What could be the cause of the problem? Reasons ranged – the study shows that those who are from lower socioeconomic backgrounds living in wealthy areas are most likely to miss their appointments as well as those in the 16-30 year old demographic. Medical commentators have suggested that age is the main factor, stating that the younger generation view the NHS differently to their elder peers – seeing it as a ‘consumer service’.
But here at Textlocal, rather than fixate on why, we’re wired towards finding solutions to problems – especially when the Government revealed in 2015 that missed appointments were costing the NHS £162m. We believe the answer is SMS, for 3 main reasons: cost, content and collection.
A series of SMS reminders could be sent to patients in the run-up to their appointment, with text back actions to cancel or change it should their circumstances change. With the study finding that appointments made two to three days in advance far more likely to be missed than those made either two weeks in advance or on the day, text messages can be sent on the day of the appointment booking, the day before, and the morning of the appointment to ensure maximum reach and impact. With 98% of text messages being read by the end of the day, it could prove to be the most effective channel for communicating with patients.
Some GPs interviewed also advised that it was not only the cost of the time of the missed appointments themselves that were draining NHS money but the time that is then taken to follow up with certain patients for safeguarding reasons, to ensure that there was no worrying reason for a no-show. Should surgeries wish to, a further message could be sent after the missed appointment to check in with patients, with a link for them to get in touch if they’re in any trouble.
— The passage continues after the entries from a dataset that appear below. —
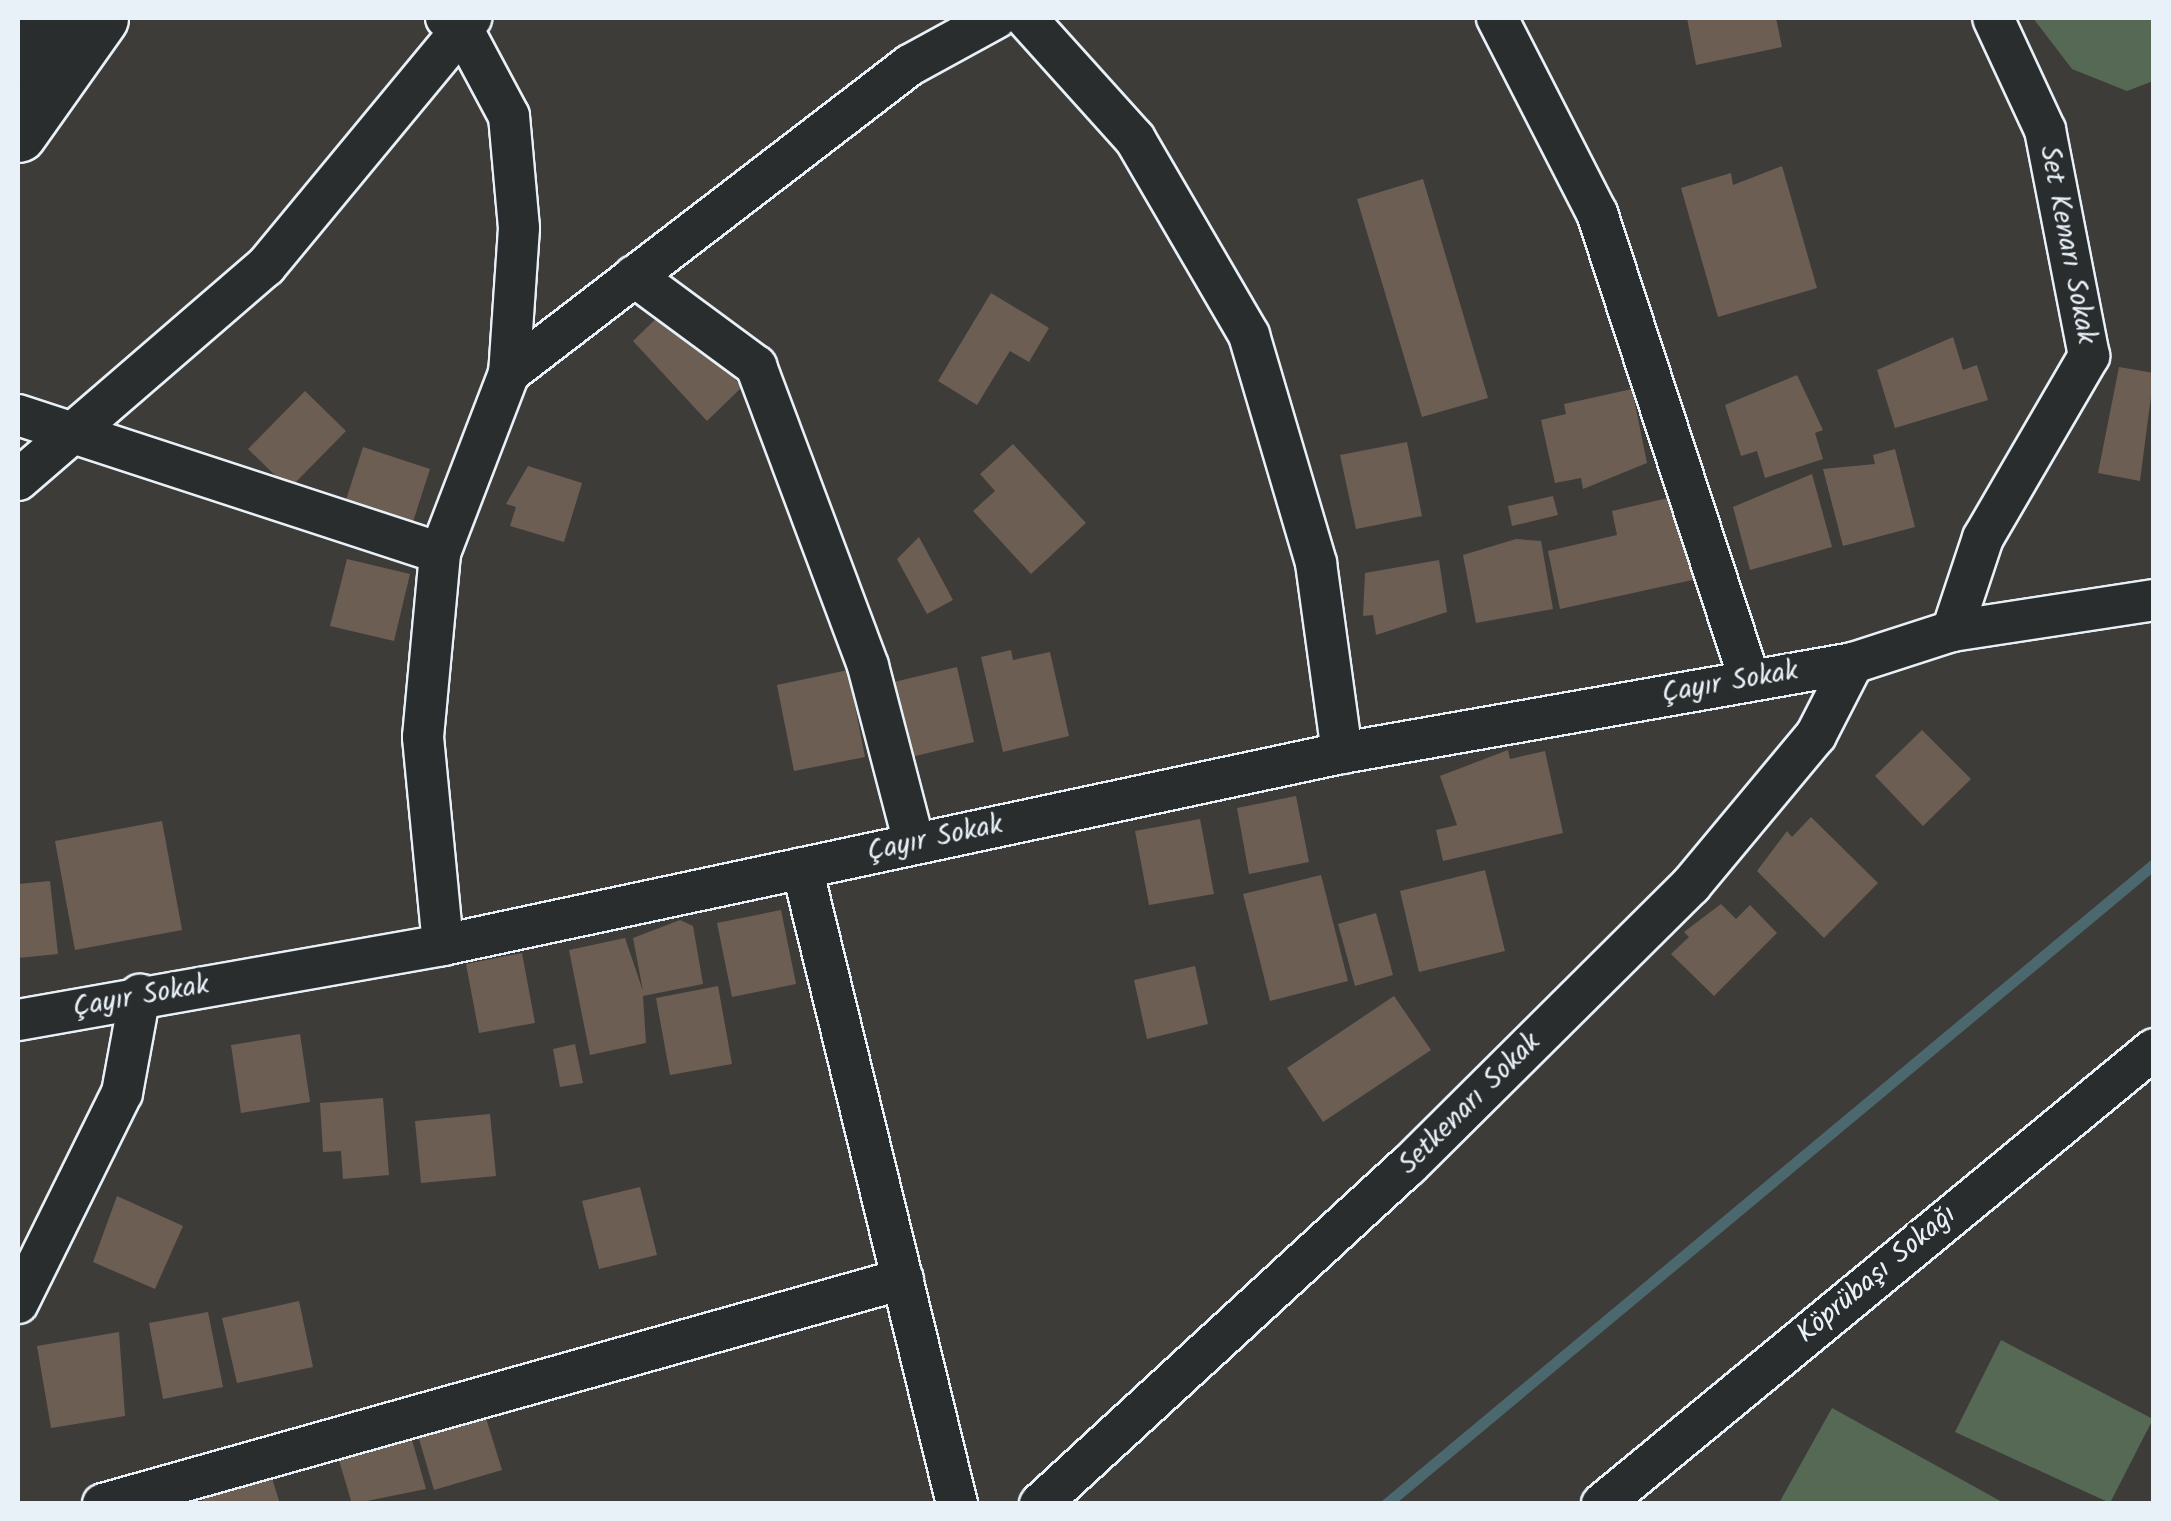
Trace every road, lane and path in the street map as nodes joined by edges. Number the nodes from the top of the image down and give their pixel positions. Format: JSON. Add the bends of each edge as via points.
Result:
{"nodes":[{"id":1,"x":50,"y":18,"type":"edge"},
{"id":2,"x":100,"y":18,"type":"edge"},
{"id":3,"x":996,"y":18,"type":"edge"},
{"id":4,"x":1026,"y":18,"type":"edge"},
{"id":5,"x":1497,"y":18,"type":"edge"},
{"id":6,"x":1993,"y":18,"type":"edge"},
{"id":7,"x":459,"y":21,"type":"edge"},
{"id":8,"x":18,"y":68,"type":"edge"},
{"id":9,"x":18,"y":134,"type":"edge"},
{"id":10,"x":634,"y":276,"type":"junction"},
{"id":11,"x":509,"y":373,"type":"junction"},
{"id":12,"x":18,"y":415,"type":"edge"},
{"id":13,"x":76,"y":435,"type":"junction"},
{"id":14,"x":18,"y":480,"type":"edge"},
{"id":15,"x":440,"y":552,"type":"junction"},
{"id":16,"x":2154,"y":600,"type":"edge"},
{"id":17,"x":1952,"y":631,"type":"junction"},
{"id":18,"x":1853,"y":663,"type":"junction"},
{"id":19,"x":1749,"y":679,"type":"junction"},
{"id":20,"x":1342,"y":753,"type":"junction"},
{"id":21,"x":914,"y":843,"type":"junction"},
{"id":22,"x":802,"y":868,"type":"junction"},
{"id":23,"x":442,"y":945,"type":"junction"},
{"id":24,"x":140,"y":995,"type":"junction"},
{"id":25,"x":18,"y":1020,"type":"edge"},
{"id":26,"x":2154,"y":1050,"type":"edge"},
{"id":27,"x":903,"y":1280,"type":"junction"},
{"id":28,"x":18,"y":1303,"type":"edge"},
{"id":29,"x":104,"y":1504,"type":"edge"},
{"id":30,"x":956,"y":1504,"type":"edge"},
{"id":31,"x":1040,"y":1504,"type":"edge"},
{"id":32,"x":1602,"y":1504,"type":"edge"}],
"edges":[{"from":1,"to":8,"type":"main road"},
{"from":2,"to":9,"type":"main road"},
{"from":3,"to":10,"type":"street","via":[[910,65]]},
{"from":4,"to":20,"type":"street","via":[[1135,139],[1249,335],[1316,564]]},
{"from":5,"to":19,"type":"street","via":[[1597,214]]},
{"from":6,"to":17,"type":"street","name":"Set Kenarı Sokak","via":[[2045,130],[2089,356],[1983,538]]},
{"from":7,"to":11,"type":"street","via":[[509,116],[519,228]]},
{"from":7,"to":13,"type":"street","via":[[266,266]]},
{"from":10,"to":11,"type":"street"},
{"from":10,"to":21,"type":"street","via":[[756,366],[868,666]]},
{"from":11,"to":15,"type":"street"},
{"from":12,"to":13,"type":"street"},
{"from":13,"to":14,"type":"street"},
{"from":13,"to":15,"type":"street"},
{"from":15,"to":23,"type":"street","via":[[424,736]]},
{"from":16,"to":17,"type":"street","name":"Çayır Sokak"},
{"from":17,"to":18,"type":"street","name":"Çayır Sokak"},
{"from":18,"to":19,"type":"street","name":"Çayır Sokak"},
{"from":18,"to":31,"type":"street","name":"Setkenarı Sokak","via":[[1816,735],[1691,884],[1408,1166]]},
{"from":19,"to":20,"type":"street","name":"Çayır Sokak"},
{"from":20,"to":21,"type":"street","name":"Çayır Sokak"},
{"from":21,"to":22,"type":"street","name":"Çayır Sokak"},
{"from":22,"to":23,"type":"street","name":"Çayır Sokak"},
{"from":22,"to":27,"type":"street"},
{"from":23,"to":24,"type":"street","name":"Çayır Sokak"},
{"from":24,"to":25,"type":"street","name":"Çayır Sokak"},
{"from":24,"to":28,"type":"street","via":[[122,1093]]},
{"from":26,"to":32,"type":"street","name":"Köprübaşı Sokağı"},
{"from":27,"to":29,"type":"street"},
{"from":27,"to":30,"type":"street"}]}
Our health services could even go a step further, and use SMS to send proactive communications, such as reminders for flu jabs, to shift to a more preventative service – as we all know, prevention is better than a cure!
In the case of missed appointments, the solution must be both practical and cost-effective if it is to save money. The cost of SMS will certainly be an attractive factor – an SMS marketing campaign can be executed for as little as £1 to reach 25 key users (based on a text costing 4p), the same price as a share size packet of crisps, 4 pints of milk or a loaf of bread – and, most importantly, a fraction of the cost of a missed appointment.
Our own State of SMS research found that consumers view SMS as an information and service channel and that communications are most effective if sent from a known or trusted user – few people would expect to see a GP surgery as spam potential, so the read rates would be high.
Collation of Data
GP surgeries may well already have many 16-30 years old’s mobile phone numbers on their system, a simple opt-in to use this data for appointment reminders would be all that was needed. We would predict that most patients, particularly 16-30-year-olds, would be receptive to the idea of receiving informational, non-sales based message, given that we found 25-34-year-olds were the second most likely demographic to opt into business texts.
Embracing the influence and ease of text messages could see forgetful patients reminded of their appointments, and would give those who can no longer make theirs an easy means of cancelling and re-arranging. We hope that we’ll soon see the NHS harnessing the power of SMS.